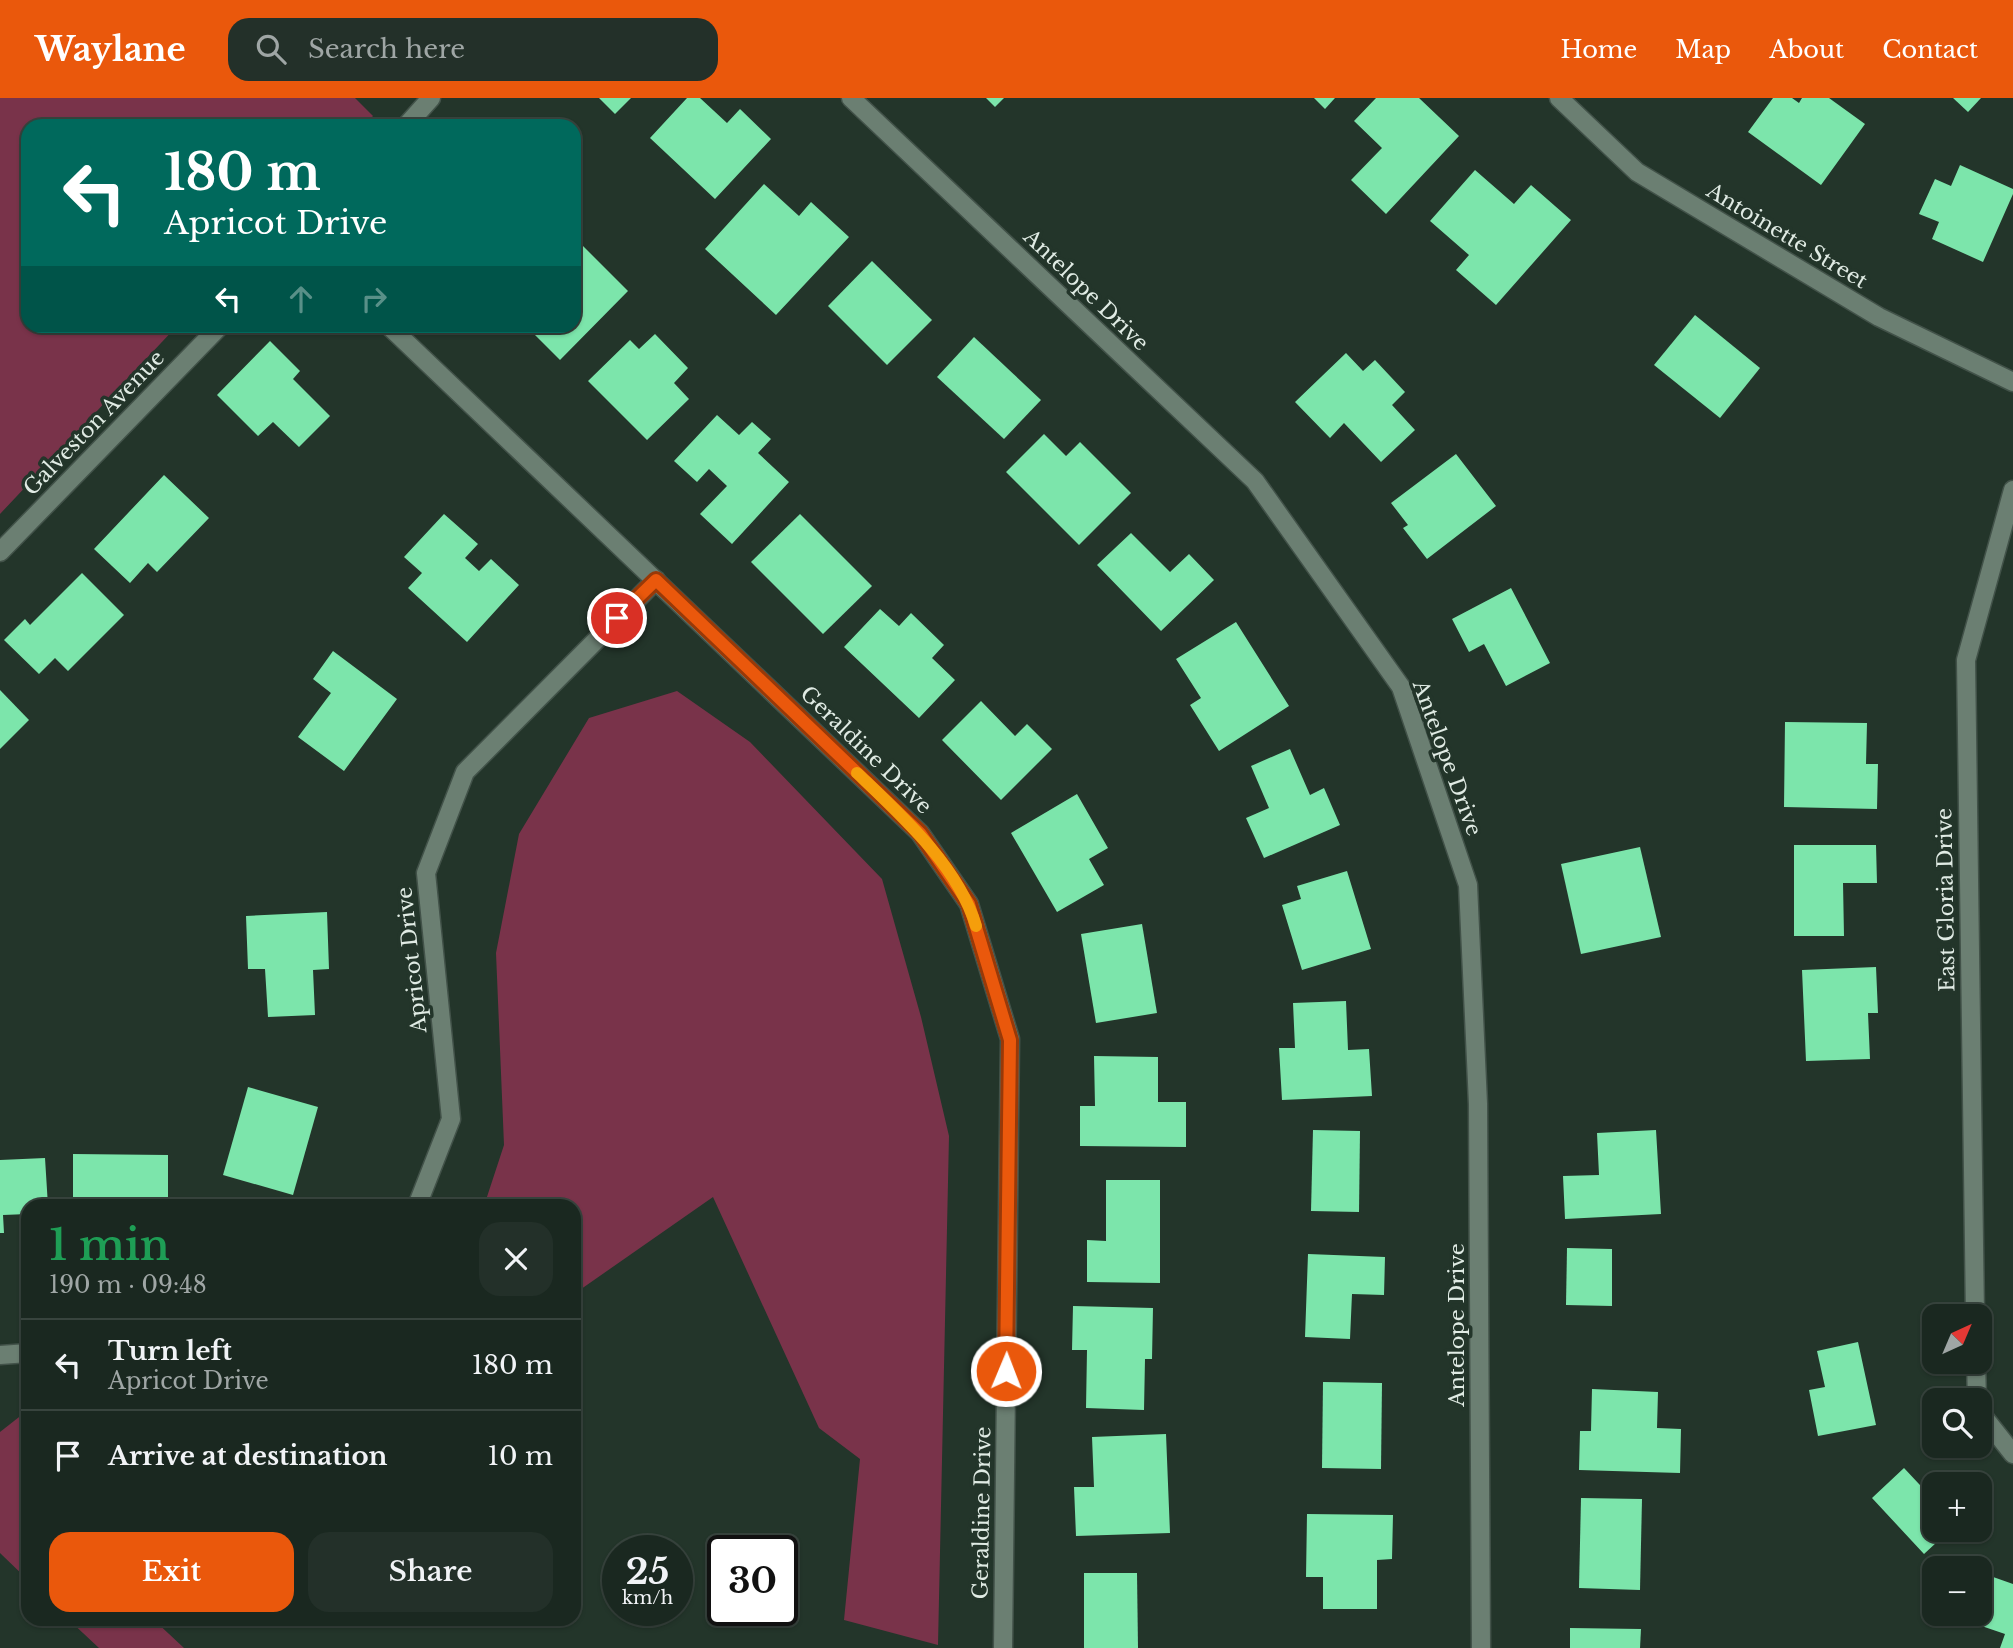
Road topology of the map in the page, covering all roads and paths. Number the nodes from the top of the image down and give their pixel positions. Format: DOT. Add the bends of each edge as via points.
graph roads {
  1 [pos="431,98"];
  2 [pos="851,98"];
  3 [pos="1559,98"];
  4 [pos="412,119"];
  5 [pos="213,333"];
  6 [pos="396,333"];
  7 [pos="2013,382"];
  8 [pos="2013,490"];
  9 [pos="0,552"];
  10 [pos="656,580"];
  11 [pos="420,1199"];
  12 [pos="1975,1304"];
  13 [pos="21,1354"];
  14 [pos="0,1355"];
  15 [pos="1992,1427"];
  16 [pos="2013,1454"];
  17 [pos="1003,1648"];
  18 [pos="1481,1648"];
  1 -- 4 [label="street"];
  2 -- 18 [label="street, Antelope Drive" via="1255,481 1401,687 1468,885 1478,1104"];
  3 -- 7 [label="street, Antoinette Street" via="1637,172 1879,317"];
  5 -- 9 [label="street, Galveston Avenue"];
  6 -- 10 [label="street, Geraldine Drive"];
  8 -- 12 [label="street, East Gloria Drive" via="1966,660"];
  10 -- 11 [label="street, Apricot Drive" via="465,772 426,873 451,1119"];
  10 -- 17 [label="street, Geraldine Drive" via="920,833 969,904 1010,1040"];
  13 -- 14 [label="street"];
  15 -- 16 [label="street"];
}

--------------------

• [Task statement]
Each entry above is to be duplicated exactly, and its pictures omitted.

• [Solution to the exercise]
Road topology of the map in the page, covering all roads and paths. Number the nodes from the top of the image down and give their pixel positions. Format: DOT. Add the bends of each edge as via points.
graph roads {
  1 [pos="431,98"];
  2 [pos="851,98"];
  3 [pos="1559,98"];
  4 [pos="412,119"];
  5 [pos="213,333"];
  6 [pos="396,333"];
  7 [pos="2013,382"];
  8 [pos="2013,490"];
  9 [pos="0,552"];
  10 [pos="656,580"];
  11 [pos="420,1199"];
  12 [pos="1975,1304"];
  13 [pos="21,1354"];
  14 [pos="0,1355"];
  15 [pos="1992,1427"];
  16 [pos="2013,1454"];
  17 [pos="1003,1648"];
  18 [pos="1481,1648"];
  1 -- 4 [label="street"];
  2 -- 18 [label="street, Antelope Drive" via="1255,481 1401,687 1468,885 1478,1104"];
  3 -- 7 [label="street, Antoinette Street" via="1637,172 1879,317"];
  5 -- 9 [label="street, Galveston Avenue"];
  6 -- 10 [label="street, Geraldine Drive"];
  8 -- 12 [label="street, East Gloria Drive" via="1966,660"];
  10 -- 11 [label="street, Apricot Drive" via="465,772 426,873 451,1119"];
  10 -- 17 [label="street, Geraldine Drive" via="920,833 969,904 1010,1040"];
  13 -- 14 [label="street"];
  15 -- 16 [label="street"];
}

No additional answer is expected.